EXERCISE DETAILS: In the records below, find the line with "ring dip: (161, 169)" and repeat exactly every line from it through the line with "index tip: (1018, 876)". Pictures stay out.

_ _ _ _

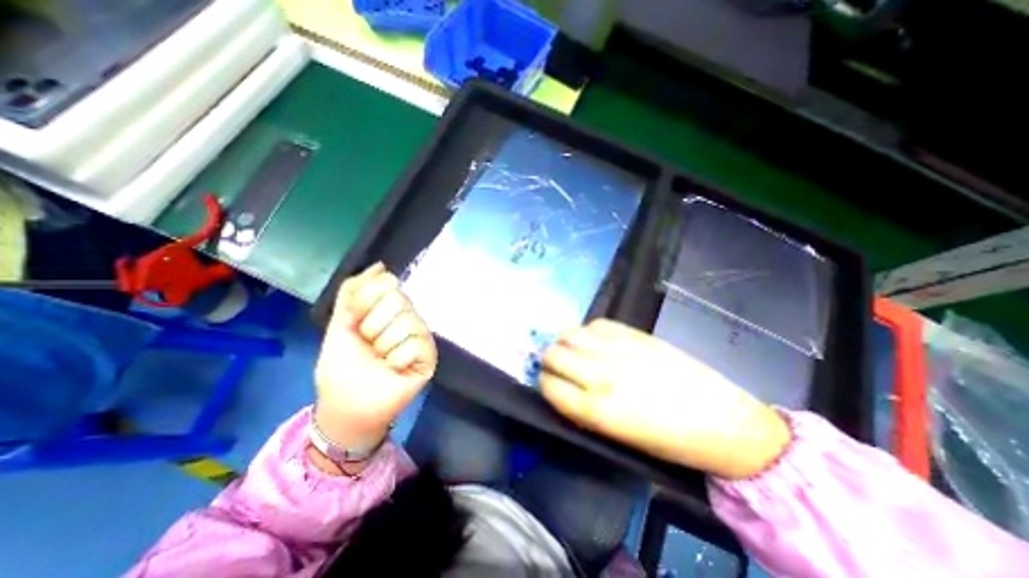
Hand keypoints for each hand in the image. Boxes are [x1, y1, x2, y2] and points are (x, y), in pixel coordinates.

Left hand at [318, 261, 437, 455]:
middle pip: (398, 299)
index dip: (366, 299)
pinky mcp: (429, 356)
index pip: (388, 282)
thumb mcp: (340, 324)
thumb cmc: (342, 367)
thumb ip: (353, 292)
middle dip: (372, 325)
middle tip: (368, 343)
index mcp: (388, 308)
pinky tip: (395, 368)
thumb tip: (379, 265)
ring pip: (407, 321)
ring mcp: (421, 336)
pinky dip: (397, 359)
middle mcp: (409, 316)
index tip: (354, 319)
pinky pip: (415, 344)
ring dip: (383, 344)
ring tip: (381, 359)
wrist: (348, 406)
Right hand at [542, 321, 789, 478]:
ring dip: (565, 341)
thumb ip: (583, 409)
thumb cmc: (667, 440)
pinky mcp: (635, 334)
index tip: (548, 382)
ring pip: (570, 333)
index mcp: (596, 409)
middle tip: (557, 364)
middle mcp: (600, 375)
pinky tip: (596, 340)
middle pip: (553, 354)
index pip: (549, 385)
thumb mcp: (617, 436)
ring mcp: (618, 349)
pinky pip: (597, 323)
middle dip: (549, 360)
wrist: (722, 421)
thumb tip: (562, 386)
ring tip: (573, 348)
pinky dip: (589, 331)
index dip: (544, 383)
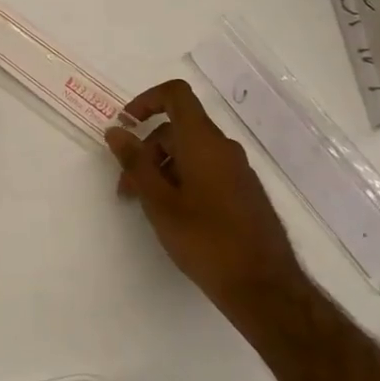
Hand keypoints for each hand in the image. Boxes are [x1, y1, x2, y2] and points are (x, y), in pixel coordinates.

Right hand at [106, 79, 297, 301]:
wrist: (263, 286)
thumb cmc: (205, 240)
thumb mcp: (159, 202)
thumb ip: (135, 163)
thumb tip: (116, 130)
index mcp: (203, 142)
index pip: (176, 94)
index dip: (147, 100)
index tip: (126, 126)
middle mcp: (223, 147)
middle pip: (177, 128)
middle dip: (145, 150)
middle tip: (126, 189)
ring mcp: (237, 170)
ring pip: (190, 152)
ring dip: (161, 169)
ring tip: (145, 207)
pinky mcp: (243, 191)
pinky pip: (206, 170)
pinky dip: (181, 180)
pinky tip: (173, 215)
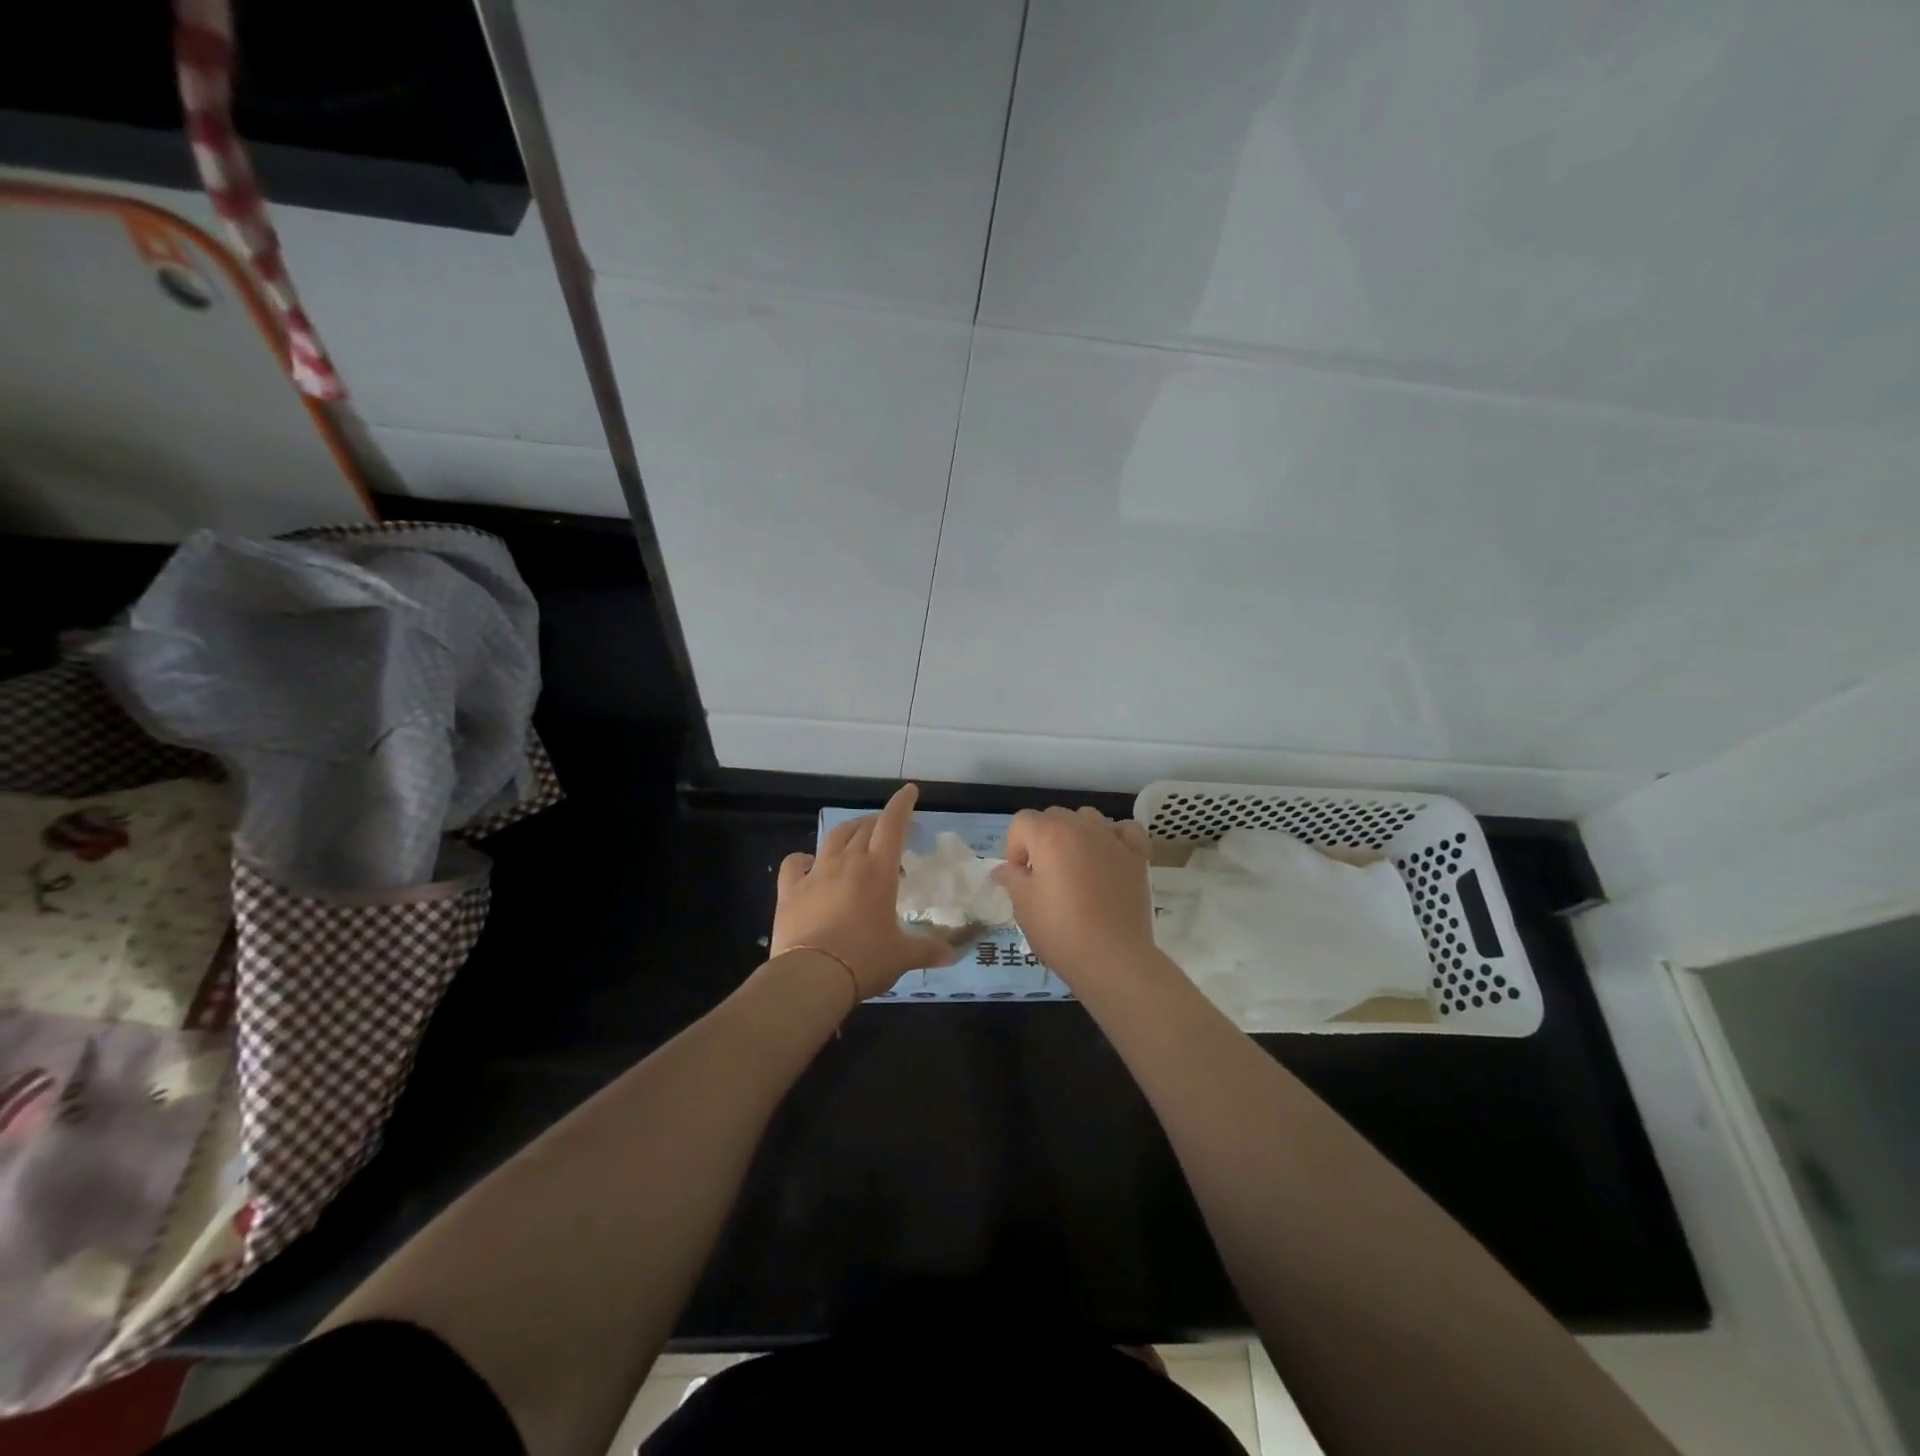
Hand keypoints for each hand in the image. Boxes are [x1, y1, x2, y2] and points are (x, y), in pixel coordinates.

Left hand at [771, 783, 955, 999]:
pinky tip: (808, 863)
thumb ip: (929, 950)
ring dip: (847, 831)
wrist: (812, 976)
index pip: (892, 825)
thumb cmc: (865, 960)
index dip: (902, 804)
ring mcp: (816, 873)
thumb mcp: (903, 956)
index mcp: (878, 871)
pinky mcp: (790, 890)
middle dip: (877, 821)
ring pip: (833, 838)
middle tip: (886, 827)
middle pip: (864, 828)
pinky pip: (794, 863)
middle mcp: (848, 862)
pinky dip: (803, 858)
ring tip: (854, 836)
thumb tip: (955, 954)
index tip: (909, 791)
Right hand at [991, 807, 1155, 987]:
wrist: (1113, 958)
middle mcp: (1081, 827)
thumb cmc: (1061, 930)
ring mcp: (1112, 838)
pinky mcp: (1137, 855)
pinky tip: (1109, 856)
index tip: (1018, 876)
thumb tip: (1003, 869)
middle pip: (1053, 816)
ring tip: (1075, 866)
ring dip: (1075, 834)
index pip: (1021, 822)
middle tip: (1043, 875)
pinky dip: (1114, 837)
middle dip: (1042, 839)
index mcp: (1049, 835)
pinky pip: (1124, 830)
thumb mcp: (1023, 905)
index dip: (1014, 847)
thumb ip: (1011, 878)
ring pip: (1087, 818)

_ _ _ _

EXERCISE OUTPUT:
ring dip: (161, 169)
ring tip: (145, 207)
pinky mcp: (243, 191)
pinky pip: (206, 170)
pinky dip: (181, 180)
pinky tip: (173, 215)
Hand keypoints for each hand in the image. Boxes are [x1, y1, x2, y2] and points are (x, y), in pixel coordinates.

Left hand at [771, 783, 955, 999]:
pinky tip: (808, 863)
thumb ip: (929, 950)
ring dip: (847, 831)
wrist: (812, 976)
index pip: (892, 825)
thumb cmc: (865, 960)
index dip: (902, 804)
ring mcp: (816, 873)
thumb mcp: (903, 956)
index mcp: (878, 871)
pinky mcp: (790, 890)
middle dip: (877, 821)
ring pip: (833, 838)
middle tip: (886, 827)
middle pip: (864, 828)
pinky pip: (794, 863)
middle mcp: (848, 862)
pinky dip: (803, 858)
ring tip: (854, 836)
thumb tip: (955, 954)
index tip: (909, 791)
Right hand at [991, 807, 1155, 987]:
wrist: (1113, 958)
middle mcp: (1081, 827)
thumb cmc: (1061, 930)
ring mcp: (1112, 838)
pinky mcp: (1137, 855)
pinky tip: (1109, 856)
index tip: (1018, 876)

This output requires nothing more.